On information from the developer on 1 December, Python removed the libraries to fortify further attack.
What Are Its Implications
Unlike other prominent programming languages, Python banks on third-party libraries. While this has helped Python to proliferate, it comes with a lot of security threat. When a developer installs a library, it usually contains modules from different vendors, and similarly, that module can further include packages from unknown sources. This can have a very long tail, as a result, evaluating can get tedious.
Although before integrating any new libraries, Python organisation check for its trustworthiness but it cannot guarantee complete privacy due to its strenuous nature. Consequently, one can expect similar occurrences in the future as well.
Is There A Solutions
Python cannot follow the methodology of providing most of the libraries by itself, similar to what Google does for Android development. Data science and AI are vast, and Python organisation cannot keep up with the pace of the new developments that happen in the landscape.

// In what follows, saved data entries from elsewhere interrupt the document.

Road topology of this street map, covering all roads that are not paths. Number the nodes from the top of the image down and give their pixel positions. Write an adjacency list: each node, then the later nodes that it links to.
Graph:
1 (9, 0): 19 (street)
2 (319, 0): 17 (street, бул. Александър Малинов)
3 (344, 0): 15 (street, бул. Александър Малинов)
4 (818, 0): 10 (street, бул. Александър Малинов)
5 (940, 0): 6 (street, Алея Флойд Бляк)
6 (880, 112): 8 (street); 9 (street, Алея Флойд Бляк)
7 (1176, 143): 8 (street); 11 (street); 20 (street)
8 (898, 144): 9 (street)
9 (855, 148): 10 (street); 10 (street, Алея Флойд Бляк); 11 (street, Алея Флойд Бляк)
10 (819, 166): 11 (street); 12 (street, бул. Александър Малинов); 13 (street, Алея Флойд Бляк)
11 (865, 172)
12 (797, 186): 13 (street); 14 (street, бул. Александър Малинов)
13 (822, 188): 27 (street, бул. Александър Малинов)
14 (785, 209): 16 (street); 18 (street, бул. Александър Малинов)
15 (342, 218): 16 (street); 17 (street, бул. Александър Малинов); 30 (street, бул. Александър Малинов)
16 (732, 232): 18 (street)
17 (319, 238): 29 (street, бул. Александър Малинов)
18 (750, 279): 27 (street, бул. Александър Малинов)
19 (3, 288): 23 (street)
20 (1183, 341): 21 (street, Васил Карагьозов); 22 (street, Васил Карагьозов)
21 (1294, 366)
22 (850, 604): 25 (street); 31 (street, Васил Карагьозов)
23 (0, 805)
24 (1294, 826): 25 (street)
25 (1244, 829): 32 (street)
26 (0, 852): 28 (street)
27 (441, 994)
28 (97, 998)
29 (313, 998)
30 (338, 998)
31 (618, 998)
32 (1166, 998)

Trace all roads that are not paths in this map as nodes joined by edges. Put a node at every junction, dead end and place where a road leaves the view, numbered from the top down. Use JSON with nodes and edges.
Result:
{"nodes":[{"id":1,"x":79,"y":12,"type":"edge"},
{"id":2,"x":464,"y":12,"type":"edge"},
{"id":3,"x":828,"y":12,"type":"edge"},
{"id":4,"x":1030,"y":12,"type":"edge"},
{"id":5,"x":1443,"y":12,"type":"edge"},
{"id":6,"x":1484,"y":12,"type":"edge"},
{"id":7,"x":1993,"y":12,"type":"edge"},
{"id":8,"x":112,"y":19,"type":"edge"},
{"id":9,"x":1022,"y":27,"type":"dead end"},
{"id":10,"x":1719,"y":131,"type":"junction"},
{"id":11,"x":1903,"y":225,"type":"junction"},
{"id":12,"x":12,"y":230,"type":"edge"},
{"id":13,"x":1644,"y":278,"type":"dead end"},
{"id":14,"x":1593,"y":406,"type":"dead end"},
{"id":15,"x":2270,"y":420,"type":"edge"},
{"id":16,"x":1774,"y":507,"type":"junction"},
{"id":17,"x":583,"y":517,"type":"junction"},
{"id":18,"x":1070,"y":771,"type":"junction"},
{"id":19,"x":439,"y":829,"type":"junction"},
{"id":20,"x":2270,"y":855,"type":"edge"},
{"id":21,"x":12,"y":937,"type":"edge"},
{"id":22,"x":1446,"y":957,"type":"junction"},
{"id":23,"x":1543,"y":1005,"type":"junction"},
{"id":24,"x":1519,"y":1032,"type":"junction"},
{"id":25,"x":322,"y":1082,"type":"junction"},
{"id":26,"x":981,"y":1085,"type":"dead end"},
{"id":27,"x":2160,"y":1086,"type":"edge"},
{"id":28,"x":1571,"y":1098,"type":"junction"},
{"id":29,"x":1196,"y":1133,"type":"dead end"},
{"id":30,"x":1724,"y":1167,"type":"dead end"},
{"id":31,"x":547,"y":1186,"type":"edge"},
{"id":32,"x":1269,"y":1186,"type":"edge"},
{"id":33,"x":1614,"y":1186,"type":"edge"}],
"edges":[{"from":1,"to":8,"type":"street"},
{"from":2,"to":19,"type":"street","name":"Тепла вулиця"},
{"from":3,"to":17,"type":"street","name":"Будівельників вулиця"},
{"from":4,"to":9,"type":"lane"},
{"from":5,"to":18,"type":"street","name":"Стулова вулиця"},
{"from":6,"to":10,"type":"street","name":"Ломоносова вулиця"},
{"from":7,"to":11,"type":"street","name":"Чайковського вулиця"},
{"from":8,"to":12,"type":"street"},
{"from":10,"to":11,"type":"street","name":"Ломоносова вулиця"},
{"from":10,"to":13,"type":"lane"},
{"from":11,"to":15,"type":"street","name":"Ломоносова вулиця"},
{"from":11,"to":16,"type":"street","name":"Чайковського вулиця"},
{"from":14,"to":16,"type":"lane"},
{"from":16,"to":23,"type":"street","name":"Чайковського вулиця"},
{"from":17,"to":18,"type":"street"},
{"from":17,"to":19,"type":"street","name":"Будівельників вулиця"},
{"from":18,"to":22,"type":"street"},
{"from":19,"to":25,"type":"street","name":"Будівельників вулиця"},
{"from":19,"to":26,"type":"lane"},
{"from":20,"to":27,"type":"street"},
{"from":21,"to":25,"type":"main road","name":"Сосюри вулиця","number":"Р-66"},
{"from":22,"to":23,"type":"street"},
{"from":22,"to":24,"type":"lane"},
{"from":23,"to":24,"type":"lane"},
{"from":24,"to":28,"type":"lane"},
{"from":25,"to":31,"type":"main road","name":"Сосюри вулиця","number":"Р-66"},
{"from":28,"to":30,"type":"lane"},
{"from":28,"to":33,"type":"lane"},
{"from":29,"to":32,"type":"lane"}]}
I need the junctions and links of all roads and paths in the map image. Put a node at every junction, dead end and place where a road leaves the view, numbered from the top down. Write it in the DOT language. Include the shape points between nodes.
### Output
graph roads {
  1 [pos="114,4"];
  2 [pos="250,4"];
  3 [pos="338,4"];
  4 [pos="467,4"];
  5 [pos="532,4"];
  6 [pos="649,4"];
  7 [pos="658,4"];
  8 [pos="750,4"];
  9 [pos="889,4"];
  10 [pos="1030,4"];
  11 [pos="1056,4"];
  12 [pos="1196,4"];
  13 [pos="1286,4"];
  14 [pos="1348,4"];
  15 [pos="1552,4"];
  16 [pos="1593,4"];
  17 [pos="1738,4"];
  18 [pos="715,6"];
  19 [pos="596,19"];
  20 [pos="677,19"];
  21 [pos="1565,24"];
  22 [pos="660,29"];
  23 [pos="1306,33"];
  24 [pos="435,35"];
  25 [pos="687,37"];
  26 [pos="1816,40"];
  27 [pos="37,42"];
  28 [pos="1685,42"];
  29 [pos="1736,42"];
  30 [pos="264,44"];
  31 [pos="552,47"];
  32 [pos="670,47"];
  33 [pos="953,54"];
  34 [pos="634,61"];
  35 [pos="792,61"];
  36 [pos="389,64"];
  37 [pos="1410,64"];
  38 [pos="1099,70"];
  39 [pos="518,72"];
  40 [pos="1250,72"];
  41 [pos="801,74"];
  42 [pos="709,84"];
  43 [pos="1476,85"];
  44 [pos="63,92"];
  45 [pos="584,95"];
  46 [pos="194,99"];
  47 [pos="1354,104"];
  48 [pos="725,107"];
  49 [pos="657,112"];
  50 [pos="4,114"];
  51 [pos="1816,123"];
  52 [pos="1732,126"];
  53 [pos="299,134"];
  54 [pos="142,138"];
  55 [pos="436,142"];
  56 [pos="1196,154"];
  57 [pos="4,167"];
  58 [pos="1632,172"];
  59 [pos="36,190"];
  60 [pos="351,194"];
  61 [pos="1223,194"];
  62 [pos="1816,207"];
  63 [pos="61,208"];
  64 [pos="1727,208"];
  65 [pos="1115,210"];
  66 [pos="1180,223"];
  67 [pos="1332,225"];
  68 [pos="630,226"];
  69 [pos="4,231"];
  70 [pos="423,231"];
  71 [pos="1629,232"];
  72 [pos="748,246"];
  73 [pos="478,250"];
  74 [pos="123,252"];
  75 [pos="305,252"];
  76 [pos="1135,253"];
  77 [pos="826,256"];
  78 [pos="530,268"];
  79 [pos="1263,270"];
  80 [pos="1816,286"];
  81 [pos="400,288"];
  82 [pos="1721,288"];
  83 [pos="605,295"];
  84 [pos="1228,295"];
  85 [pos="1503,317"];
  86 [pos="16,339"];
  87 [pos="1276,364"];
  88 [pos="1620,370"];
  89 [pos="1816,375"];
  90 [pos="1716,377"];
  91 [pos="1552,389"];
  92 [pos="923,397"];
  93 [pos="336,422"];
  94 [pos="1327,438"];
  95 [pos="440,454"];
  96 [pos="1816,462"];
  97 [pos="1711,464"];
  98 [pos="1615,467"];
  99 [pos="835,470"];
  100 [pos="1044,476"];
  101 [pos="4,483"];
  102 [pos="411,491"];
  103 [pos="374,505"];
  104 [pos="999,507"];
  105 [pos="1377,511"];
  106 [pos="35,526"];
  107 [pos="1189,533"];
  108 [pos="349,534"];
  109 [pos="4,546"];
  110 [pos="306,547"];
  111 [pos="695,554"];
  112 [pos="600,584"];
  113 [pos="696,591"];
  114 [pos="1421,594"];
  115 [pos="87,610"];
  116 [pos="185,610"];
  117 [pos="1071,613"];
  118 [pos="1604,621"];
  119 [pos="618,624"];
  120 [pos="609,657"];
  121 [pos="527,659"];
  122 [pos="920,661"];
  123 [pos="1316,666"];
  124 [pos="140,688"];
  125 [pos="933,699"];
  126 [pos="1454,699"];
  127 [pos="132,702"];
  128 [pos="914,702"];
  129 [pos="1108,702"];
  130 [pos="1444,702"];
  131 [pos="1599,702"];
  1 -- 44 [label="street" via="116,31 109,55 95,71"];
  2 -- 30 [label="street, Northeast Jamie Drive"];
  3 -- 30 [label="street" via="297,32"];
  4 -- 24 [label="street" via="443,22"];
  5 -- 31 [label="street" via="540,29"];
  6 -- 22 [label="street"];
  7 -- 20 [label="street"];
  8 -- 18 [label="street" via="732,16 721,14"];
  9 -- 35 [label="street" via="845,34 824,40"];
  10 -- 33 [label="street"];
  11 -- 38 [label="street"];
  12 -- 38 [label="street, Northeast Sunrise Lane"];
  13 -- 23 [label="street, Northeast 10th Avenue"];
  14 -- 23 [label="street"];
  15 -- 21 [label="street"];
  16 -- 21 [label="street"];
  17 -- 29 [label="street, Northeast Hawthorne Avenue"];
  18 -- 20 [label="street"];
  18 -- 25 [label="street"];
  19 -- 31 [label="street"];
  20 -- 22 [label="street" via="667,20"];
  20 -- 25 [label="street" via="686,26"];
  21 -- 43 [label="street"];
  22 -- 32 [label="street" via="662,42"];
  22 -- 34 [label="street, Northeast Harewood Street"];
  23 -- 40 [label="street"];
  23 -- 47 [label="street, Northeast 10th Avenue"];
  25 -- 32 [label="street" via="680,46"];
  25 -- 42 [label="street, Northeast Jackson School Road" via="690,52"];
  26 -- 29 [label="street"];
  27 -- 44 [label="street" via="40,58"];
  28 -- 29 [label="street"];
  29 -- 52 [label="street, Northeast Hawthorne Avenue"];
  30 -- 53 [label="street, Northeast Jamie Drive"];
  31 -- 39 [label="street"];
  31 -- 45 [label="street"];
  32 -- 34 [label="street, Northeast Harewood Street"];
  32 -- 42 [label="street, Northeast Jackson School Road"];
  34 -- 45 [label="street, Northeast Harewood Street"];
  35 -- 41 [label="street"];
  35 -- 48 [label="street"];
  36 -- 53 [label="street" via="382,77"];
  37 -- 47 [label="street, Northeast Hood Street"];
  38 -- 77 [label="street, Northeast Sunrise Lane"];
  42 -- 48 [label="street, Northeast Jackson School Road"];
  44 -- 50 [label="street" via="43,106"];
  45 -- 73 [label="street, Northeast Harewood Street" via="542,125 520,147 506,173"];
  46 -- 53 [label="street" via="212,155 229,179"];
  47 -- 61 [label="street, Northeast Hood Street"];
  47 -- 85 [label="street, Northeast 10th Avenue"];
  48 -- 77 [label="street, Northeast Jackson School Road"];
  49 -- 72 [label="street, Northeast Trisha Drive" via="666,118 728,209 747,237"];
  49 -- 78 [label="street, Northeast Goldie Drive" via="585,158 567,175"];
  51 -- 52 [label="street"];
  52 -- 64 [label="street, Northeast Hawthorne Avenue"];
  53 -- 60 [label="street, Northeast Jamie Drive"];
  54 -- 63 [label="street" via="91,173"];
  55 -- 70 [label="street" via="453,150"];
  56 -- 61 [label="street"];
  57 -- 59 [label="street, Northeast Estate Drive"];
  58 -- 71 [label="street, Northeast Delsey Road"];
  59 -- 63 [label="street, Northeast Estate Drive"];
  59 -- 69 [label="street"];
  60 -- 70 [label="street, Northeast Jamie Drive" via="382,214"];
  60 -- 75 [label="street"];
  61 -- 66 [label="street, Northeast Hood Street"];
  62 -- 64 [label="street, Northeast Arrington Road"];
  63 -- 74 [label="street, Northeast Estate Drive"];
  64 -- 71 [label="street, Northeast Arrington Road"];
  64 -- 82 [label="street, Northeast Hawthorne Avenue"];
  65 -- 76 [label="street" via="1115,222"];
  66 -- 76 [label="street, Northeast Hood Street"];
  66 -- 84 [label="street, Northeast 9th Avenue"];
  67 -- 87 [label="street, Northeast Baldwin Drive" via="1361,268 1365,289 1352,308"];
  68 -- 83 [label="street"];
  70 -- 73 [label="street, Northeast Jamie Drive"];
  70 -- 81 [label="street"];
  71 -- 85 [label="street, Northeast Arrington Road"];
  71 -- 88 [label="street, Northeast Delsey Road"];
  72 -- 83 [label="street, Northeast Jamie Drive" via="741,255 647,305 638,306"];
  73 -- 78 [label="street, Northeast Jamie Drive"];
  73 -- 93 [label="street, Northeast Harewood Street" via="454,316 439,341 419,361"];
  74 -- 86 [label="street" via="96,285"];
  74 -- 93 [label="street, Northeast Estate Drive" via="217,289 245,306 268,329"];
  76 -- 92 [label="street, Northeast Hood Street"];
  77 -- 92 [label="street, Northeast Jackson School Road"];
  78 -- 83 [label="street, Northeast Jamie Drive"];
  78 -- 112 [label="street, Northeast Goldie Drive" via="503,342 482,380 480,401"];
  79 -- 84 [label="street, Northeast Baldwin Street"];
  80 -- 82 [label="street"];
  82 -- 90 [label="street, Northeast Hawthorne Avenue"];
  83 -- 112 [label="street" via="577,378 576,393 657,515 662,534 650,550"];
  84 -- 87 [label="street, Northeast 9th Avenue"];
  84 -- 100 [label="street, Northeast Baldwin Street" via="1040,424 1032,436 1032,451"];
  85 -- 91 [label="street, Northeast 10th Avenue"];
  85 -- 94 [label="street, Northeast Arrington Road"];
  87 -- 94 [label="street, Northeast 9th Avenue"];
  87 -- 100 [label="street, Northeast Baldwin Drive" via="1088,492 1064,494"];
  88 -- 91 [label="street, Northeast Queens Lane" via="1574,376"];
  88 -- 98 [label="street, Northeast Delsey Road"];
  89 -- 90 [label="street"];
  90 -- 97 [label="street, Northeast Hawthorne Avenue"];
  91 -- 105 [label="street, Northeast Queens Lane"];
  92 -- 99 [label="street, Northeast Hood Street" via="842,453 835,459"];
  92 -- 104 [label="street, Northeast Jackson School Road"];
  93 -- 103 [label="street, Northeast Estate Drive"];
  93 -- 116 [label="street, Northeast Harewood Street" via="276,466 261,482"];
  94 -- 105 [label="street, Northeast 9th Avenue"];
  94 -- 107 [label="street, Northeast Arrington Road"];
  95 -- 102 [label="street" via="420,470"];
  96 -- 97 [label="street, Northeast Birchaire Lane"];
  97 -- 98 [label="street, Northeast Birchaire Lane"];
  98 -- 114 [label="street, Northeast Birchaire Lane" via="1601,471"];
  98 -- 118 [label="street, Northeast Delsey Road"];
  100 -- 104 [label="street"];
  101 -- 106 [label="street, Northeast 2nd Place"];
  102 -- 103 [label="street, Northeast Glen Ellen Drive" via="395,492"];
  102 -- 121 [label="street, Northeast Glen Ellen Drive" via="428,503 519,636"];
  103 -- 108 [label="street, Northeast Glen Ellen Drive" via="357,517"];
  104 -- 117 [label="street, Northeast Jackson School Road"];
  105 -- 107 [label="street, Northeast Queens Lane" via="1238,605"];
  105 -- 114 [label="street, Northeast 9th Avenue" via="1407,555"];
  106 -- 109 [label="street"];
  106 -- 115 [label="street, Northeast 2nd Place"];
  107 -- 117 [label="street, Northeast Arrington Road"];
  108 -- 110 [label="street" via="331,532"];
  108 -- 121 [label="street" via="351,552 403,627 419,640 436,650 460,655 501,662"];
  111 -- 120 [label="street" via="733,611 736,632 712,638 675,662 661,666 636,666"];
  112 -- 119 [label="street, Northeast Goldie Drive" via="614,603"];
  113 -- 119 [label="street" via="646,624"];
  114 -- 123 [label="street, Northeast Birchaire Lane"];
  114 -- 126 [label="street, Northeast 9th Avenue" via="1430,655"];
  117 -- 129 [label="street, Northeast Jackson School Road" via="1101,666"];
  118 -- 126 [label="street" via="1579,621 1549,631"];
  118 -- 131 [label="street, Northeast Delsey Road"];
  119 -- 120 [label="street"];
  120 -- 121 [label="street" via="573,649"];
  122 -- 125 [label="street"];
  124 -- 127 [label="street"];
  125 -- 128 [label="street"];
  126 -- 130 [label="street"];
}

And without the third-party libraries, Python will be similar to other programming languages in the data science and AI with limited capabilities for manipulating data.
Granting access to the third-party libraries with user permission can be a way forward, but will only solve a part of the problem as packages will still have access to numerous information. And manual checking of every imported library can be cumbersome to manage.
Consequently, the restriction of permission to directories and manual checking still remains an ineffective solution.
Outlook
Third-party libraries were always a risk and developers in the past used to restrain themselves from embracing those libraries. But with the rising need for reusable code for quickly innovating in the AI landscape, it became the new normal. Therefore, the threat remains at least in libraries that are not popular among many developers.
Python cannot sustain without the third-party libraries, but it quickly needs to find a way out to determine malicious packages and protect developers from unknowingly adopting malevolent modules.